Si pensi quel che si vuole di Zizek, 600 pagine non scorrono tuttavia
invano, sedotti o meno dal presunto lato “pop” della faccenda (o dalle musiche
di Shostakovich e Prokofiev che accompagnano logicamente il capitolo su Stalin). Io, per esempio, mi son posto
una domanda. Usualmente si accetta l’idea che a fronte della tirannia sia
giusta la ribellione. Se però un singolo, o un gruppo, benché protetto dalla
legge, sentendosi comunque oppresso, reagisce contro quella legge e
quell’oppressione così poco avvertita socialmente, che giudizio se ne da?
Usualmente negativo, aggiungendo dunque all’oppressione provata anche
un’incomprensione – fatte salve certe formule retoriche sulla società che
dovrebbe impegnarsi a non abbandonare nessuno - che lo lascia ancor più solo e,
si suppone, oppresso. Ebbene, a chi questa domanda se la pone – e soprattutto a
chi non se la pone affatto – la lettura di questo libro non sarà inutile. Alla
fine si passa indenni attraverso Lacan o Alain Badiou.

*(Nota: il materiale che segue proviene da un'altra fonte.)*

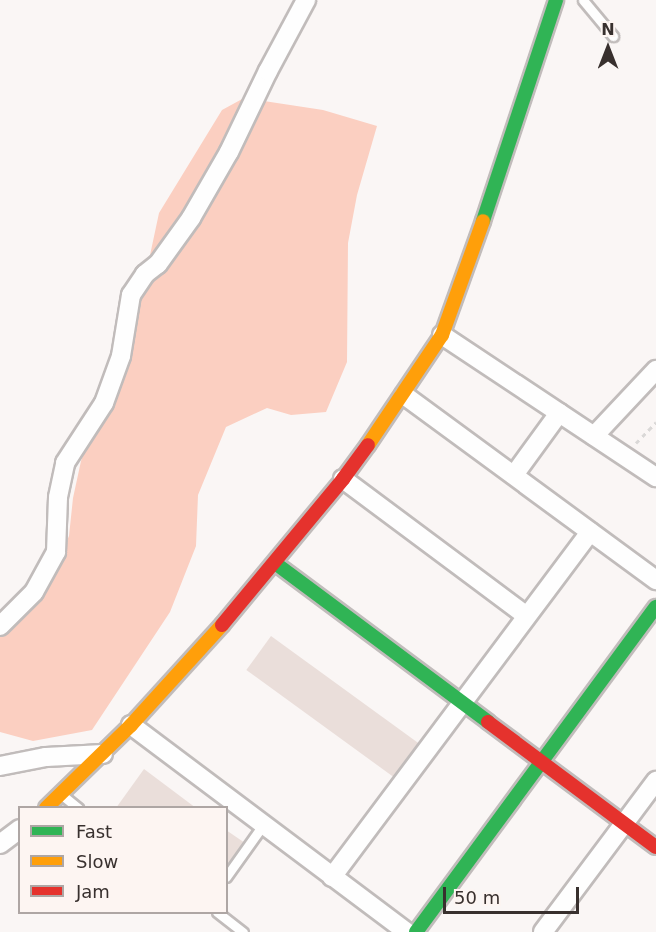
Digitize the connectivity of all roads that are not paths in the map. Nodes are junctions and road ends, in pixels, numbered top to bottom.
1 (306, 0) edge
2 (556, 0) edge
3 (583, 0) edge
4 (613, 36) dead end
5 (442, 335) junction
6 (656, 370) edge
7 (404, 395) junction
8 (560, 413) junction
9 (594, 436) junction
10 (514, 475) junction
11 (656, 477) edge
12 (343, 479) junction
13 (590, 532) junction
14 (275, 563) junction
15 (656, 580) edge
16 (656, 608) edge
17 (527, 616) junction
18 (0, 626) edge
19 (463, 704) junction
20 (131, 725) junction
21 (103, 754) junction
22 (542, 763) junction
23 (0, 766) edge
24 (656, 781) edge
25 (62, 795) junction
26 (47, 806) edge
27 (77, 806) edge
28 (625, 824) junction
29 (264, 825) junction
30 (18, 830) edge
31 (0, 844) edge
32 (656, 847) edge
33 (228, 875) edge
34 (332, 877) junction
35 (220, 914) edge
36 (243, 932) edge
37 (407, 932) edge
38 (416, 932) edge
39 (543, 932) edge

1 - 18 street
2 - 5 street
3 - 4 lane
5 - 7 street
5 - 8 street
6 - 9 street
7 - 10 street
7 - 12 street
8 - 9 street
8 - 10 street
9 - 11 street
10 - 13 street
12 - 14 street
12 - 17 street
13 - 15 street
13 - 17 street
14 - 19 street
14 - 20 street
16 - 22 street
17 - 19 street
19 - 22 street
19 - 34 street
20 - 21 street
20 - 29 street
21 - 23 street
21 - 25 street
22 - 28 street
22 - 38 street
24 - 28 street
25 - 26 street
25 - 27 lane
28 - 32 street
28 - 39 street
29 - 33 lane
29 - 34 street
30 - 31 street
34 - 37 street
35 - 36 lane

In luogo
dell’eccitazione, qualche opportuna
volta il “pop-rock” ammansisce.
I critici anglosassoni ai quali deve molte delle sue fortune indicano
tuttavia per Zizek, accanto all’onorificenza musicale, il riconoscimento di un
gradevole lato comico nei suoi scritti. In italiano non li si potrebbe dire
buffi e, perché no, ridicoli? Non bisogna lasciarsi sfuggire, in tal caso,
nemmeno l’opportunità di avvicinare i suoi numerosi scritti sul cinema e
chiudere rammentando che è appena giunta in libreria, pubblicata da
Scheiwiller, una raccolta di suoi “Saggi sul cinema e il cyberspazio”: “Lacrimae rerum” (€ 18).